The central “character” of this book, Robert Sungenis, has slowly descended into an increasingly bizarre geocentrism, accompanied by various shady conspiracy theories. Sungenis has almost become a caricature of all the worst traits of fundamentalists: wooden interpretation of the Bible (including rank heresies about God Himself, such as that He — an omniscient Being — can change His mind) and scientific data alike, misplaced dogmatism, massive paranoia about disagreements, and seeming inability to comprehend context, background, or opposing arguments.
Keating documents Sungenis’ (and other fellow geocentrists’) follies with devastating cumulative effect. The saddest aspect of Sungenis’ “thought” is his anti-Semitism. Keating notes that he wrote countless articles about the Jews and all their allegedly nefarious beliefs and practices, from 2002 to 2013, and then suddenly he stopped and removed what he had on his website: all because of the science documentary he helped produce (The Principle).
Anti-Semitism is, unfortunately, but one of a long line of conspiracy theories Sungenis has adopted, as Keating notes, including the Titanic being deliberately attacked, as a sort of blueprint for 9-11, dinosaurs co-existing with men, faked moon landings (orchestrated by famed movie director Stanley Kubrick: a Jew, of course). Jews took out JFK, and tried to ruin Bill Clinton through Monica Lewinsky, etc. Jews, you see, not radical Islamist jihadists, were responsible for 9-11 . . .

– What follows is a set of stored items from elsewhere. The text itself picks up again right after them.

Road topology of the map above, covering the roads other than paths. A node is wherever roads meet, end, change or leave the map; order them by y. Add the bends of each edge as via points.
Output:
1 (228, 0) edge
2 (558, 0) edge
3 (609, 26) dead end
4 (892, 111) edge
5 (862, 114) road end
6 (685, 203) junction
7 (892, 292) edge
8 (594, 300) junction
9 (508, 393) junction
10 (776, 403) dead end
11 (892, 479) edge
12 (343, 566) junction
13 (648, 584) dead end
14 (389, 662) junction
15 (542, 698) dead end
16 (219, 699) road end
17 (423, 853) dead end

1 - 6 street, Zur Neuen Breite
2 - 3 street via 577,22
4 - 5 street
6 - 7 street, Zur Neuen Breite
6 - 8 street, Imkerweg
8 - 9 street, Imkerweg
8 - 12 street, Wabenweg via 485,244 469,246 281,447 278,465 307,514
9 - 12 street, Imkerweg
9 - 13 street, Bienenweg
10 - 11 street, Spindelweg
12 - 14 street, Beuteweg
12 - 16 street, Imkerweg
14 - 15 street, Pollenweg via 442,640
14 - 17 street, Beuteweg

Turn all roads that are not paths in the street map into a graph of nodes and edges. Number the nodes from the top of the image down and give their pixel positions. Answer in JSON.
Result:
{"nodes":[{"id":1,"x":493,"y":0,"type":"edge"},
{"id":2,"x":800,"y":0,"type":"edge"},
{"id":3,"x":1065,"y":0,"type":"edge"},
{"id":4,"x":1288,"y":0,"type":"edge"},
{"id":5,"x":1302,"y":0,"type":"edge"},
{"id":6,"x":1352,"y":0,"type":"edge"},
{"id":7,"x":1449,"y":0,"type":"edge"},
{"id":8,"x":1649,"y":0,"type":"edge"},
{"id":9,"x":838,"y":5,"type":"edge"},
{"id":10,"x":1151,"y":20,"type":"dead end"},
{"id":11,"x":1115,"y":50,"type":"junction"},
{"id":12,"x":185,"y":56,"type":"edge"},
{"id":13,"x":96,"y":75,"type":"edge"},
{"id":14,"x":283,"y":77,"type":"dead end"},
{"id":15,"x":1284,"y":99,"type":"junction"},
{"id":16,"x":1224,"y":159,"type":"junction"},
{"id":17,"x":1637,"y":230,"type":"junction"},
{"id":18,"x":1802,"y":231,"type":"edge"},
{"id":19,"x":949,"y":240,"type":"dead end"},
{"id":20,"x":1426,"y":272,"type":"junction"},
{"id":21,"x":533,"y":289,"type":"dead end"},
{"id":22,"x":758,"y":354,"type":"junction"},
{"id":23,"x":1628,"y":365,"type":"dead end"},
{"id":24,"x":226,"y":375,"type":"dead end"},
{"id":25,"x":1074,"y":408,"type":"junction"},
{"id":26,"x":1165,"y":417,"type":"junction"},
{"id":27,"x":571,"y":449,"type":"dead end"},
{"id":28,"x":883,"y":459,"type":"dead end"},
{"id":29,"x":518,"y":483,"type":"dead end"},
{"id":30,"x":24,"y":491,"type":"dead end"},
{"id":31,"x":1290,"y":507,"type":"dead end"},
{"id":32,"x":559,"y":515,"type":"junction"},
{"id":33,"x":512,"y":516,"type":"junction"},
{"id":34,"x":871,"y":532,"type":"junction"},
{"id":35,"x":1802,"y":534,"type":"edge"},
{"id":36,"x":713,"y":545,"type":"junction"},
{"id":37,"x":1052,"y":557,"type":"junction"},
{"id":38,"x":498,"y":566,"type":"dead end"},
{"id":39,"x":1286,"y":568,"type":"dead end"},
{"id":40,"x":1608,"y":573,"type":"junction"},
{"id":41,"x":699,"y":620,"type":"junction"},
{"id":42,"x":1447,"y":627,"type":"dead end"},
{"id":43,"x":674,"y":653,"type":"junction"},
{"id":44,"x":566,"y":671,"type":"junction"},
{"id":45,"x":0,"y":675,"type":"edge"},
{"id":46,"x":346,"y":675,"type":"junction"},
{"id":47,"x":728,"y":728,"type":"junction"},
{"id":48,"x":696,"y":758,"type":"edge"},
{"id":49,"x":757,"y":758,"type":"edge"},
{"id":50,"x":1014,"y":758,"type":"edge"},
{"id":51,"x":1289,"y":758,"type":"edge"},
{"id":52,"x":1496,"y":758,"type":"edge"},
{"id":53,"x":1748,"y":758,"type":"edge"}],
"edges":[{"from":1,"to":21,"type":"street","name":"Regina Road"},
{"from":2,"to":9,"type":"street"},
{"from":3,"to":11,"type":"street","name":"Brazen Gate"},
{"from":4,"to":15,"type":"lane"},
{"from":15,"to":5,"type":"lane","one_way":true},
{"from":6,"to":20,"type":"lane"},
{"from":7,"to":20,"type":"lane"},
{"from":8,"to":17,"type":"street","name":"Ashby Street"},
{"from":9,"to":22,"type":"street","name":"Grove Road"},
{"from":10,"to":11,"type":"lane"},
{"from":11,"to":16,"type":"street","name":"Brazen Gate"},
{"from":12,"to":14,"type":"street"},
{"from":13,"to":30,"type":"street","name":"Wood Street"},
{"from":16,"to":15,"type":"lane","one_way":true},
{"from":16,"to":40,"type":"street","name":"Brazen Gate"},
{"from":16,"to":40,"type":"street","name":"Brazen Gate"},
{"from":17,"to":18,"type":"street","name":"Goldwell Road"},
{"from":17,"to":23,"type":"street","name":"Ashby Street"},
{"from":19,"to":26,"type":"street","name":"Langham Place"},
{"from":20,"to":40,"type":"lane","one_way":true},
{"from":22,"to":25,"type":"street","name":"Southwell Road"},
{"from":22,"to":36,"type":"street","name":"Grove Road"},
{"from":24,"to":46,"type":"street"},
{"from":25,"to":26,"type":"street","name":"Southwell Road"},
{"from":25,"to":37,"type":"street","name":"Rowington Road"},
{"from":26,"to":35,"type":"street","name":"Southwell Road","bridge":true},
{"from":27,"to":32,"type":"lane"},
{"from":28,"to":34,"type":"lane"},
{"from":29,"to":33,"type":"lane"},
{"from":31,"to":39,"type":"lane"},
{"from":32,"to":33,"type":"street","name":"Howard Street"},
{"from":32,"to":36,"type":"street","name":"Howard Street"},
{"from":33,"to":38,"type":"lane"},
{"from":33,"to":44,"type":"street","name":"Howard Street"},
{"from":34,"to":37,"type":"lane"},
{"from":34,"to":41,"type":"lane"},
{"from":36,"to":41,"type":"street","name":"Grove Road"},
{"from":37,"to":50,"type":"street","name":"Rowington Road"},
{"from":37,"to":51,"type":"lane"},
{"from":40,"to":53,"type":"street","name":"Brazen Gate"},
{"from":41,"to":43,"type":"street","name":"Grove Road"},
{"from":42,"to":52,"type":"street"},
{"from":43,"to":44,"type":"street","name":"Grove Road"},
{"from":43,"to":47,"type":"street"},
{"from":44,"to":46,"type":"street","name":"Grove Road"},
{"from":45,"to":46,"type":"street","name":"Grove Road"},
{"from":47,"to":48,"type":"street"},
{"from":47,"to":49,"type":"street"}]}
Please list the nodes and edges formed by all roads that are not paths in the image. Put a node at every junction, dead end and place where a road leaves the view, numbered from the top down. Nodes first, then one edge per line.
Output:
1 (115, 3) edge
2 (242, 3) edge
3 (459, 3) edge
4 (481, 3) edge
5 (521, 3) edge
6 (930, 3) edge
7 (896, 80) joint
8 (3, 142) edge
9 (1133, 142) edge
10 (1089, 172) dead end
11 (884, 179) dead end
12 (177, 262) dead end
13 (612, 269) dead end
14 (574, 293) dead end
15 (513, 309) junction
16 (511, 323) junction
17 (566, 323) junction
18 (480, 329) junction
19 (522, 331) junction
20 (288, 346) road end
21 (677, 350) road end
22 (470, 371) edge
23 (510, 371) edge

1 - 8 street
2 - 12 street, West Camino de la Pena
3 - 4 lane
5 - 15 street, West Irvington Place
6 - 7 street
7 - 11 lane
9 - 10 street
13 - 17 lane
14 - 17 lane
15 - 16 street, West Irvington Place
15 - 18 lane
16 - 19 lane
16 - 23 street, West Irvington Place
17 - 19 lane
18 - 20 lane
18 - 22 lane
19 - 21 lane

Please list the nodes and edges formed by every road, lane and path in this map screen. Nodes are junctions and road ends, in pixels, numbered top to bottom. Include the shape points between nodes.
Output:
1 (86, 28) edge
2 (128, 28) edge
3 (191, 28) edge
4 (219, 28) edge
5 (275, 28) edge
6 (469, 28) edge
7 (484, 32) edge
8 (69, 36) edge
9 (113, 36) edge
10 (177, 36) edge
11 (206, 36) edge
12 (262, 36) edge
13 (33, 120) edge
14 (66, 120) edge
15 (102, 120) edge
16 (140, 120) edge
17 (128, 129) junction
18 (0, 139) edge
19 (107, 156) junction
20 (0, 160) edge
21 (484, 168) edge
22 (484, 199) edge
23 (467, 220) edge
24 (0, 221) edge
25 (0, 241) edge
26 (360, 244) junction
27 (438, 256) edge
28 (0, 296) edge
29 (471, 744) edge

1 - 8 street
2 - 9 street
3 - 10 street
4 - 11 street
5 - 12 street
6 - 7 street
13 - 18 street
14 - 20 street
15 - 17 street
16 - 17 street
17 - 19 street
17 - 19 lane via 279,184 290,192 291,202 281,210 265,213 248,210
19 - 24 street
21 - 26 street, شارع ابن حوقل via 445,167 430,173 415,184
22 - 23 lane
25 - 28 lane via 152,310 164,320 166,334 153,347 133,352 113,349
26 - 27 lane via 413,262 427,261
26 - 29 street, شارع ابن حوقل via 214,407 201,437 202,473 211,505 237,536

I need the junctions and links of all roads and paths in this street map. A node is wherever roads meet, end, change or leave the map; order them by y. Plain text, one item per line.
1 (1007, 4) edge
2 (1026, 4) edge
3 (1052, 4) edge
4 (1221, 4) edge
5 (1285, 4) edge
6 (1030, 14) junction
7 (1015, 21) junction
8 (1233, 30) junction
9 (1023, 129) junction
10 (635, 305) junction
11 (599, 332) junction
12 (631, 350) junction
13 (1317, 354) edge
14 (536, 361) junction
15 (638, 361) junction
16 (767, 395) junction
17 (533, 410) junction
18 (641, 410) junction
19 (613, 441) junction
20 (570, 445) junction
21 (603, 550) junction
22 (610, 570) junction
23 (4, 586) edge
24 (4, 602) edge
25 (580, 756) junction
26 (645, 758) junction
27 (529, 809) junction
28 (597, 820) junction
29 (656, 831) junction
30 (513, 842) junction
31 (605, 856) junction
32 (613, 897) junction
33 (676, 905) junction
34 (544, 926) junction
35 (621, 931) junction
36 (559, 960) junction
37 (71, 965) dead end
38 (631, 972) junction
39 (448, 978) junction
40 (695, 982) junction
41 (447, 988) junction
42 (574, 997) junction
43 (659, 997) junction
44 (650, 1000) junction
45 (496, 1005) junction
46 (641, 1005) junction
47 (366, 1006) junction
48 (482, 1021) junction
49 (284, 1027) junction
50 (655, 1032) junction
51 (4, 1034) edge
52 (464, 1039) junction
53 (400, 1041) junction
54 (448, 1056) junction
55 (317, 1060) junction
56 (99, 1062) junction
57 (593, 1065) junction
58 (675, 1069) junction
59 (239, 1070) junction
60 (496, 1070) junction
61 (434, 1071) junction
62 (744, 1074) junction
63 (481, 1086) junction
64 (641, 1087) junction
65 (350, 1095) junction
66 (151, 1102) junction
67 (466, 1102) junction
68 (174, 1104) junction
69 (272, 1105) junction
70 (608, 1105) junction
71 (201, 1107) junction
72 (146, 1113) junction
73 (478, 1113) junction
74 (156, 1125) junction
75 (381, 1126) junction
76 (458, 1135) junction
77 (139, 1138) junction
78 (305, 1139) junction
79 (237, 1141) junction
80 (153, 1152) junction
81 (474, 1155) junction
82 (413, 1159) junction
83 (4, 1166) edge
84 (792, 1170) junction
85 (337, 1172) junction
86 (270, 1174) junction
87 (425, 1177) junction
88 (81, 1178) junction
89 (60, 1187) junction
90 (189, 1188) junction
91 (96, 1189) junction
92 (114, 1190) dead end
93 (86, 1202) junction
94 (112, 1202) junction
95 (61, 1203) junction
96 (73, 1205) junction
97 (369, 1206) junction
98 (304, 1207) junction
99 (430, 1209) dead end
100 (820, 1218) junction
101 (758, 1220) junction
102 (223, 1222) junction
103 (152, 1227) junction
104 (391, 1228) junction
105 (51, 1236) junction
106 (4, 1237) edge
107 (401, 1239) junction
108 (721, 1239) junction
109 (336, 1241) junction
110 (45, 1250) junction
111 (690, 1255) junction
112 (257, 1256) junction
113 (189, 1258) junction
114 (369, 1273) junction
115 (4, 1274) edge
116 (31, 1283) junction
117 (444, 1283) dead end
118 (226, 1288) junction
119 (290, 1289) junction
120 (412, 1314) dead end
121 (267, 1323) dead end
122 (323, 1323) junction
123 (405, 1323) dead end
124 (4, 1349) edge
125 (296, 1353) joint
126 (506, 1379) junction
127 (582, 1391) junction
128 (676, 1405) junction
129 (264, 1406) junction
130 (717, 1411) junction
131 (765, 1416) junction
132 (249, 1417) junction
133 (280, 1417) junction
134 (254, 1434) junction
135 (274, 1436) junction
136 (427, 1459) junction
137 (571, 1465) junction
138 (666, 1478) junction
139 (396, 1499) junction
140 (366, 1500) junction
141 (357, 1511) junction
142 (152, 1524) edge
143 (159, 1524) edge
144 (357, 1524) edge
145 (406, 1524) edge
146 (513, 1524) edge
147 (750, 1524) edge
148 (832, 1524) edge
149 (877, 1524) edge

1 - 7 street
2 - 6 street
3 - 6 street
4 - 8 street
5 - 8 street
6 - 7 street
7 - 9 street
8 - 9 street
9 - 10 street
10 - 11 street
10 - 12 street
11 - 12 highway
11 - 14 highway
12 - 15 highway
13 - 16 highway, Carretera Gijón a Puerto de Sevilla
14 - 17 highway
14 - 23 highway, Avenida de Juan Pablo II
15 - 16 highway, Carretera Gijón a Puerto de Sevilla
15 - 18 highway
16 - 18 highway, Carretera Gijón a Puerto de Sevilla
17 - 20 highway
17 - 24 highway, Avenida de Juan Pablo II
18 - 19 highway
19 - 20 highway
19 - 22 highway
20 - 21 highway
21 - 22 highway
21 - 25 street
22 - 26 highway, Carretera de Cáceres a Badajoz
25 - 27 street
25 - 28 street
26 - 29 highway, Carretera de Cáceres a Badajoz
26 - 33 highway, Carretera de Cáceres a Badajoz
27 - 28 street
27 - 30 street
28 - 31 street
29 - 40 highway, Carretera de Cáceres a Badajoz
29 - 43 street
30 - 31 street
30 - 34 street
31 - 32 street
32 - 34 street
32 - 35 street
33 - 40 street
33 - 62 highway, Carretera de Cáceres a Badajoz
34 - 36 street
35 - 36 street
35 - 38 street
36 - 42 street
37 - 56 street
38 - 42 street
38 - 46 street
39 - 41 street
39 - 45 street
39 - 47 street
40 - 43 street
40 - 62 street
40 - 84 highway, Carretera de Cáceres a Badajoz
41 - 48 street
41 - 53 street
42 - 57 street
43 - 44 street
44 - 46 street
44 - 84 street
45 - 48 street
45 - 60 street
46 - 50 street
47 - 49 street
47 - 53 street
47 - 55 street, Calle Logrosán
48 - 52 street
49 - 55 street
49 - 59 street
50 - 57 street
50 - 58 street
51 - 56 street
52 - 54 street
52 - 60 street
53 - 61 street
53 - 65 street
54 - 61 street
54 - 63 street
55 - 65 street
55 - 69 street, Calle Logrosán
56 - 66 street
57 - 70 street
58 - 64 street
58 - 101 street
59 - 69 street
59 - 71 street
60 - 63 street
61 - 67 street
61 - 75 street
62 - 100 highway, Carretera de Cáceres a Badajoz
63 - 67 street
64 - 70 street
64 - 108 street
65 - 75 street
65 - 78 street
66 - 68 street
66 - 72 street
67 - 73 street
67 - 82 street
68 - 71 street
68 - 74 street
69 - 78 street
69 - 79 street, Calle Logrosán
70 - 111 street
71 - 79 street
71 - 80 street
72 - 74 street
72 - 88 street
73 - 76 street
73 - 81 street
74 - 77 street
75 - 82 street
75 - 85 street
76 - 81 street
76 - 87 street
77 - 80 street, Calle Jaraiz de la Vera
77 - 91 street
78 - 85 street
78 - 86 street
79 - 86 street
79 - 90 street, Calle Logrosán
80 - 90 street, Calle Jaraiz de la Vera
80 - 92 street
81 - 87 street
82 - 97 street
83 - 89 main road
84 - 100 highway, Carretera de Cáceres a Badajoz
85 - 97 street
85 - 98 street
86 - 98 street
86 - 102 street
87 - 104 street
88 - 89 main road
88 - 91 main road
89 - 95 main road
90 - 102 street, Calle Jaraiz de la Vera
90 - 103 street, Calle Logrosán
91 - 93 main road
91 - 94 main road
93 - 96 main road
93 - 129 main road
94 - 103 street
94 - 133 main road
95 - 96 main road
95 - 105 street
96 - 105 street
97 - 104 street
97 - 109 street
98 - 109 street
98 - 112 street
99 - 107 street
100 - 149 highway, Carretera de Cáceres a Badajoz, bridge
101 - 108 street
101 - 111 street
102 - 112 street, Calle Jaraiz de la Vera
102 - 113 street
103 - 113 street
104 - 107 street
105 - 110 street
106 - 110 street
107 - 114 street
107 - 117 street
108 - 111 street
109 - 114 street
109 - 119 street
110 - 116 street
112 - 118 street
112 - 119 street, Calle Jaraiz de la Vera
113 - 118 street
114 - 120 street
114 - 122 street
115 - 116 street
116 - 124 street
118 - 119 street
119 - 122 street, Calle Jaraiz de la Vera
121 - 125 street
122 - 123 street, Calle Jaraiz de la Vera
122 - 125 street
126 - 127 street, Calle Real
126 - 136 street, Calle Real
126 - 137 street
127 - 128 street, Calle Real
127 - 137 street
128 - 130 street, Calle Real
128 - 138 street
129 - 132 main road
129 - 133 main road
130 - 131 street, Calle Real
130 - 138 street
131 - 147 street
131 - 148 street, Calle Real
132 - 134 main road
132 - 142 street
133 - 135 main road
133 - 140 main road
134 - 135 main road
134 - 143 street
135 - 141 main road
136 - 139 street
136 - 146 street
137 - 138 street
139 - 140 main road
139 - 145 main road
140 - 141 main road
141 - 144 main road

In the midst of all these (to put it mildly) “eccentricities” Sungenis and his geocentrist cohorts think that the earth is stationary (doesn’t rotate) and is circled by the sun (and indeed the entire star field!) every 24 hours. One of the most fascinating refuting arguments that Keating presents in this endlessly intriguing volume is the question of geostationary satellites and the huge difficulties they pose for geocentrists. The argument is far too complex to summarize, but suffice it to say that it’s a particularly fun chapter and will certainly hold any science-loving reader’s attention.
Keating concludes this chapter, by stating: “This is why he and other geocentrists, such as Gerardus Bouw, devote few pages to a discussion of geostationary satellites. It is to their advantage not to draw anyone’s attention to one of the most glaring deficiencies of the geocentric proposition.”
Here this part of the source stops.